*** Block opens ***

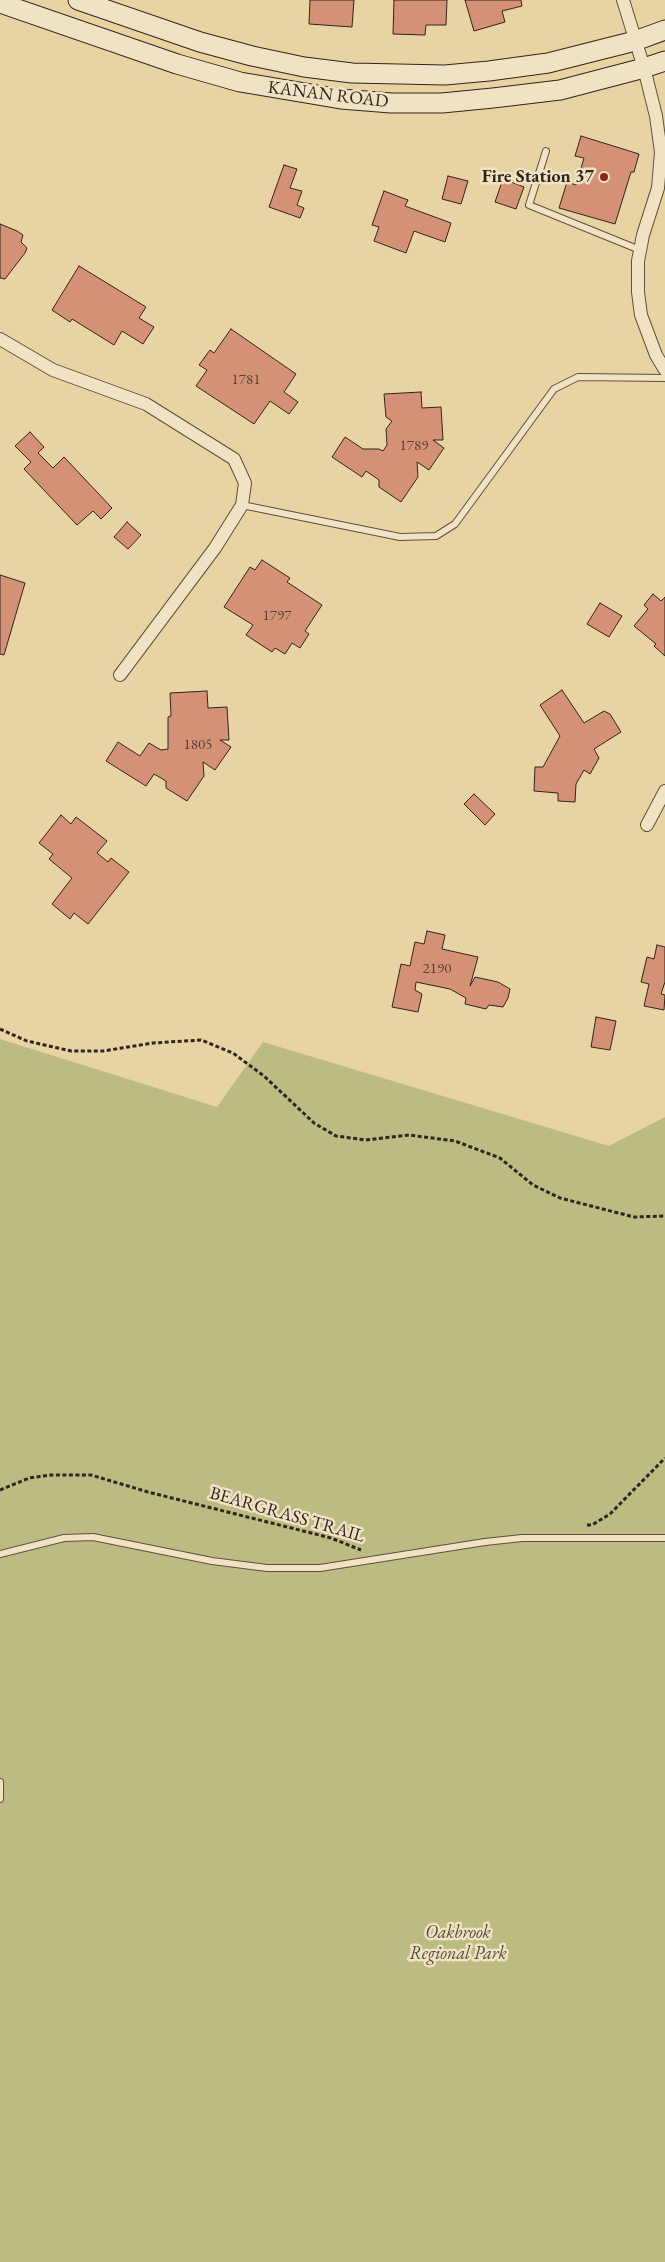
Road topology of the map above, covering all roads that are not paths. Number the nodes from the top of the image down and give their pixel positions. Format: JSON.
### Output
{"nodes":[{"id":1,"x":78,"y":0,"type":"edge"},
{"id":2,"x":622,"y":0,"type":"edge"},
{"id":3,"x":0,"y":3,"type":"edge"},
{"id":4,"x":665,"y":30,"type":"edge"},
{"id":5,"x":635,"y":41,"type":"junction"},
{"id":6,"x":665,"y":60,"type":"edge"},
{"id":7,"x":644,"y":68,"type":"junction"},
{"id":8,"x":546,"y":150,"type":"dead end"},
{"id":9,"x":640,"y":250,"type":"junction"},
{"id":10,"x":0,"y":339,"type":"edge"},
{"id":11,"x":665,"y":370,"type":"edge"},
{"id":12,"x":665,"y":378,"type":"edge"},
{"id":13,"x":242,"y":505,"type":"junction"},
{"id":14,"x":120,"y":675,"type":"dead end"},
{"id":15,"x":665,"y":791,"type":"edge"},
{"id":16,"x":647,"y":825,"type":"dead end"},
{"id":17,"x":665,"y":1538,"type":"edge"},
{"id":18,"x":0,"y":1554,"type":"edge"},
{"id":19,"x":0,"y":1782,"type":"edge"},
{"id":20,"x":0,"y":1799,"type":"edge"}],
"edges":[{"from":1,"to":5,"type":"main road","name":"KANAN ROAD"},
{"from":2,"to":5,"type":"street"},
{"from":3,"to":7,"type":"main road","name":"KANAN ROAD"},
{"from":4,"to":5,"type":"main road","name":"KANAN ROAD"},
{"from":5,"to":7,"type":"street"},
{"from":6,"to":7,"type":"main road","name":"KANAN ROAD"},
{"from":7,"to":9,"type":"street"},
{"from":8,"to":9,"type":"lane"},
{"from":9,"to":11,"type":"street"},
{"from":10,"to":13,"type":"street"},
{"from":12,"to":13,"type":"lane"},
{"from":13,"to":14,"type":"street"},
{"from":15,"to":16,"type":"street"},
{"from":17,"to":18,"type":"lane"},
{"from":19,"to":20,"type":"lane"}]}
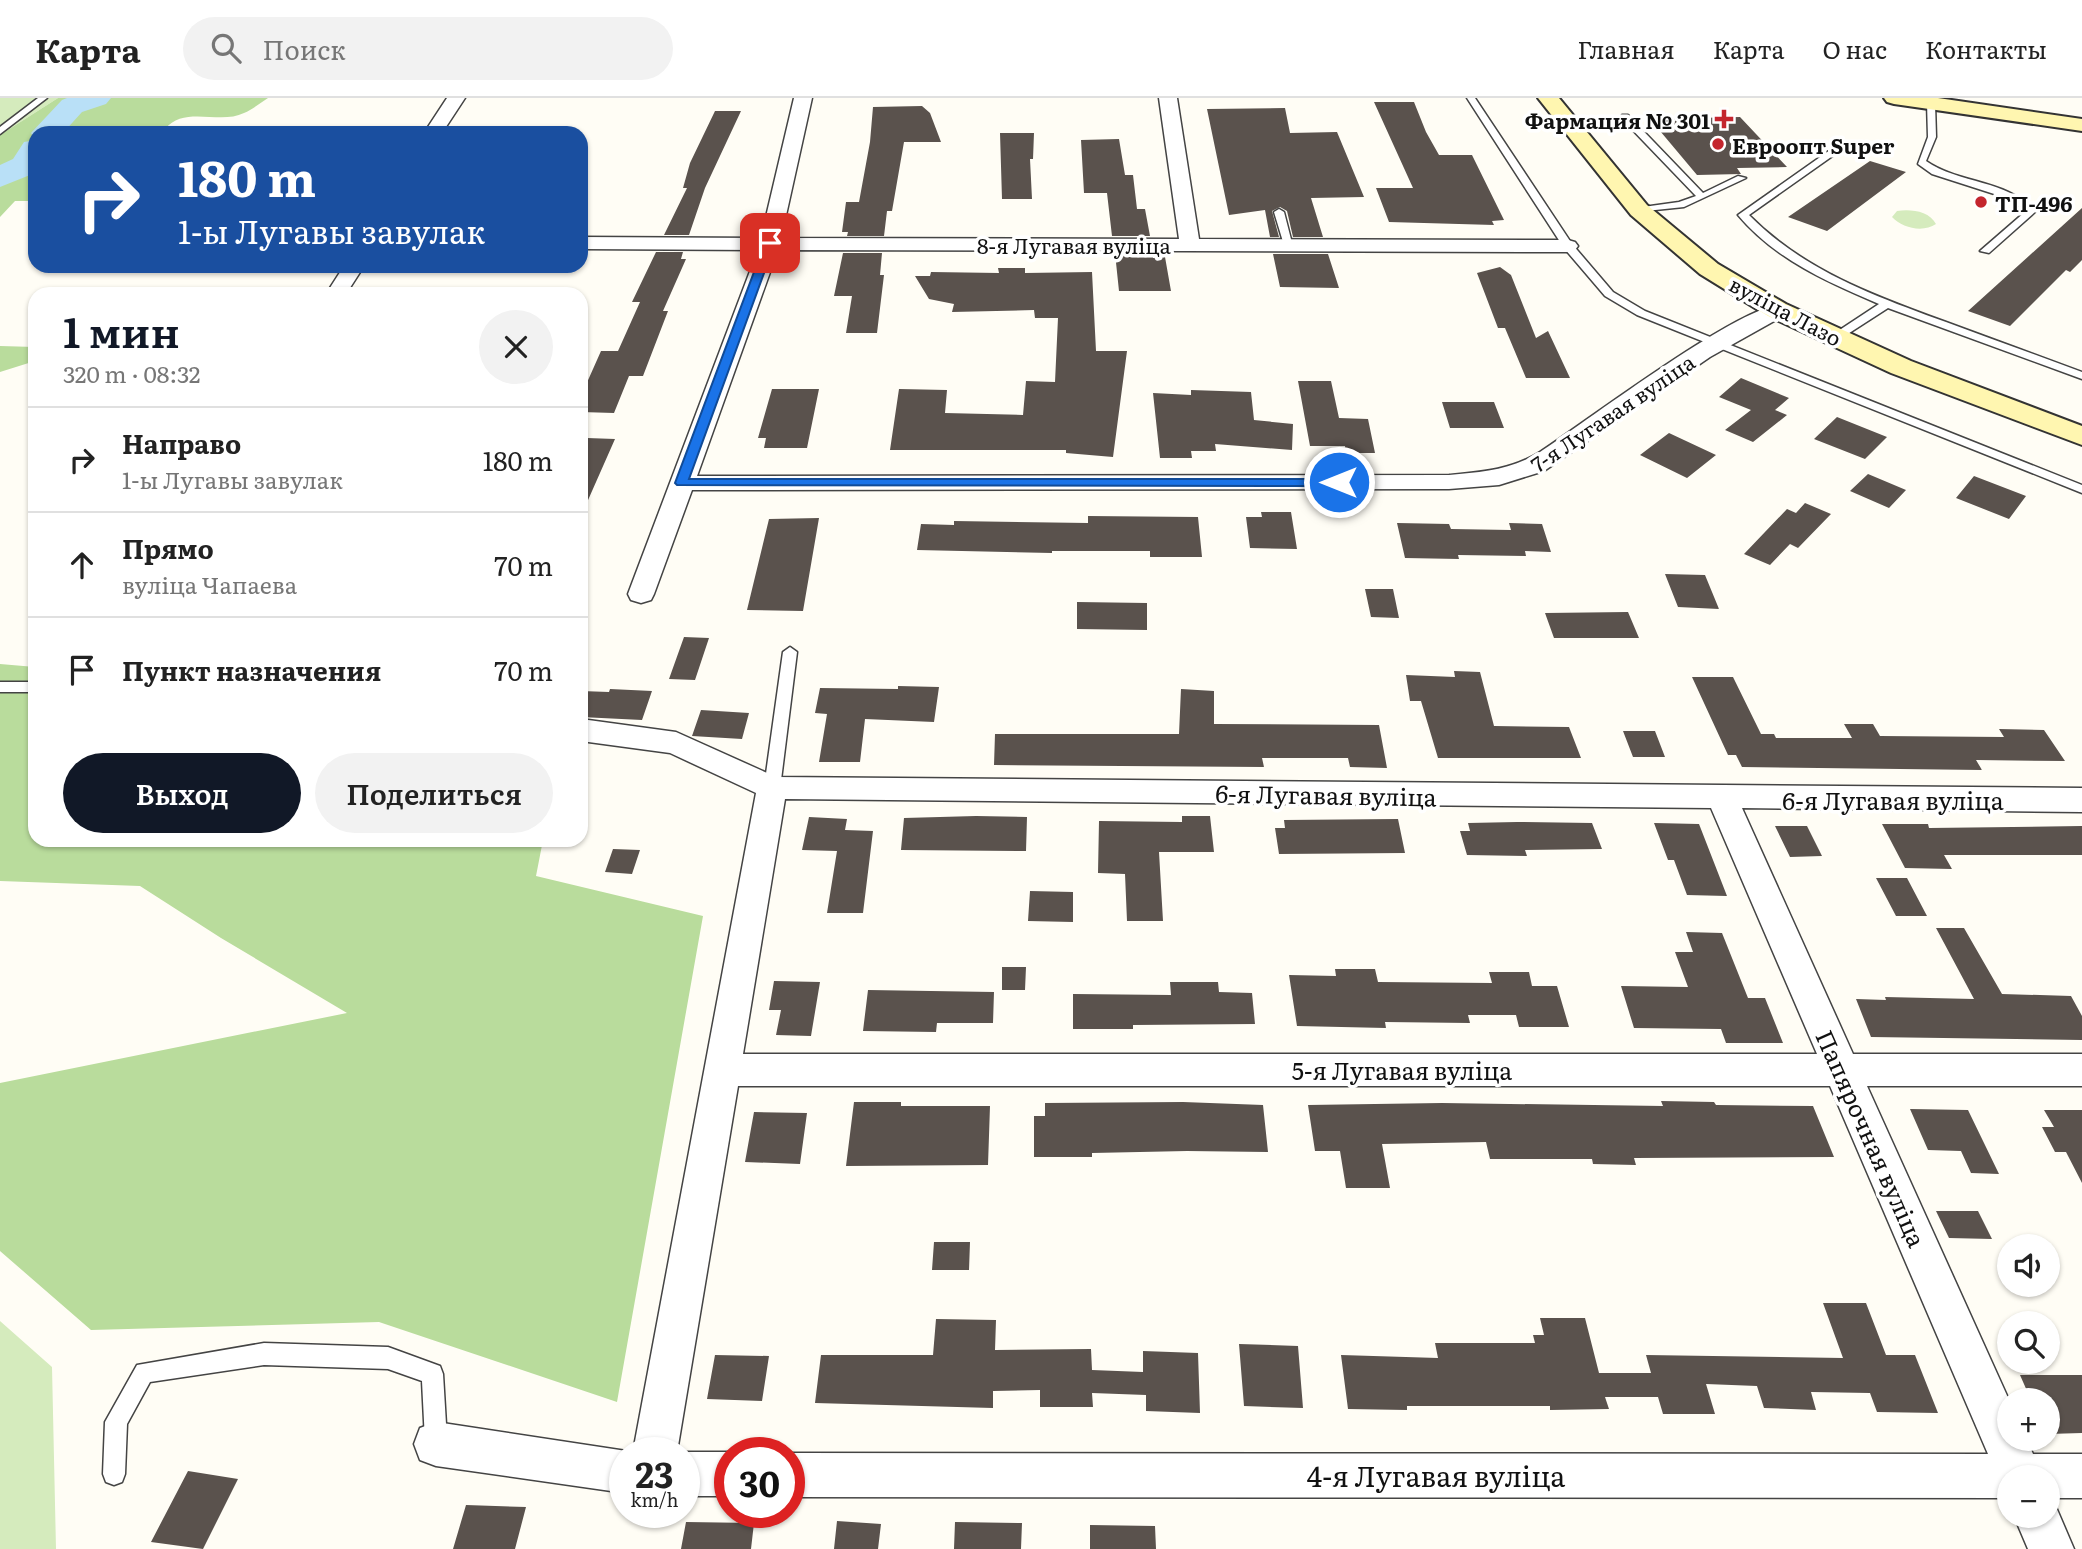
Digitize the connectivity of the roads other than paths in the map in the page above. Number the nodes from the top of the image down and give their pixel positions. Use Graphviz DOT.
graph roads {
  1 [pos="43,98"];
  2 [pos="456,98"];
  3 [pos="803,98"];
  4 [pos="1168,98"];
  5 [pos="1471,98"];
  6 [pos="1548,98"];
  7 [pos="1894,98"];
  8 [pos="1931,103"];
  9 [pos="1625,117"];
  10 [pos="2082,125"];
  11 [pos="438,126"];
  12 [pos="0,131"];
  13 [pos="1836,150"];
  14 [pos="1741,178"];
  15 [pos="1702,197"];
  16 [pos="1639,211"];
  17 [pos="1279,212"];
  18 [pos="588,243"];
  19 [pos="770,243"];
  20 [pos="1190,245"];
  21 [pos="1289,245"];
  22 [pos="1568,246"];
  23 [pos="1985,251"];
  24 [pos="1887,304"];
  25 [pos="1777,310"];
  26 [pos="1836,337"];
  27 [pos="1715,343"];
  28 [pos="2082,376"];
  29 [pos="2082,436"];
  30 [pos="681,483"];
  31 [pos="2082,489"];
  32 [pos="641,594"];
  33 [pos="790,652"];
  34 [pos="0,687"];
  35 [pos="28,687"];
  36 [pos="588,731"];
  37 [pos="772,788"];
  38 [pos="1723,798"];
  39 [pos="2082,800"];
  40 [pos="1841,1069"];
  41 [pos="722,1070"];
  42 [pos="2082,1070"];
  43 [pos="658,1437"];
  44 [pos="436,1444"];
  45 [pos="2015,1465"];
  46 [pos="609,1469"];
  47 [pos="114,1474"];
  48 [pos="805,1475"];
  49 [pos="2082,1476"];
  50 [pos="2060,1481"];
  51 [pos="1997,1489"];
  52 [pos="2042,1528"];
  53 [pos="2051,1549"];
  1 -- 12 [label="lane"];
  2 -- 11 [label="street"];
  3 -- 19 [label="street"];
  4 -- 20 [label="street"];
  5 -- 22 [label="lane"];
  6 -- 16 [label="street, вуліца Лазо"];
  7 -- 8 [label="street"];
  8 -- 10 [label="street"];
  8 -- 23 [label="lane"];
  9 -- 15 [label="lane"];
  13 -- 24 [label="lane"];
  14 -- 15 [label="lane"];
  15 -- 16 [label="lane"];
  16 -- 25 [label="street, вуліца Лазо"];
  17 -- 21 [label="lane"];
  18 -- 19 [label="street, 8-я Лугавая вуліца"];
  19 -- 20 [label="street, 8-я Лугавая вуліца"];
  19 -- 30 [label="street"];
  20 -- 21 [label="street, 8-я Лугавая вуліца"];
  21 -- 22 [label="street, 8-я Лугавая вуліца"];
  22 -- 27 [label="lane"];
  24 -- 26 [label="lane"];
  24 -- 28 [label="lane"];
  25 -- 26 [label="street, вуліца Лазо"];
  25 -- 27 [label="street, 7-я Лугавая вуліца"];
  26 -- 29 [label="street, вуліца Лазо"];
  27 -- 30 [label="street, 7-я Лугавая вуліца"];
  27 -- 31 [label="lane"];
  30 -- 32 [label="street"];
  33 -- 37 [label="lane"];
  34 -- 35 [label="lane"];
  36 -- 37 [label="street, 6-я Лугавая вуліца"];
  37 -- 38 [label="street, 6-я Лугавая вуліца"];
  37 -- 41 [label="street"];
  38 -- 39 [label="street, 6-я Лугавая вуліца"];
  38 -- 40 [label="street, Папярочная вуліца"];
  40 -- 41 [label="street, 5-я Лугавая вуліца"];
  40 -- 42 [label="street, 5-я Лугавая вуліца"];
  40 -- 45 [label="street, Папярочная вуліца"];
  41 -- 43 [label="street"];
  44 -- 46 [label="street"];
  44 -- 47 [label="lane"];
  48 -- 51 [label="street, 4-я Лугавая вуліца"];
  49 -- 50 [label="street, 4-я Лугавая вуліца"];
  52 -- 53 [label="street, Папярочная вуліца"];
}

*** Block closes ***

→ Instructions for the task
Only the lines above that include the word "give" belong in the answer; copy each one.

→ Your solution
Road topology of the map above, covering all roads that are not paths. Number the nodes from the top of the image down and give their pixel positions. Format: JSON.
Digitize the connectivity of the roads other than paths in the map in the page above. Number the nodes from the top of the image down and give their pixel positions. Use Graphviz DOT.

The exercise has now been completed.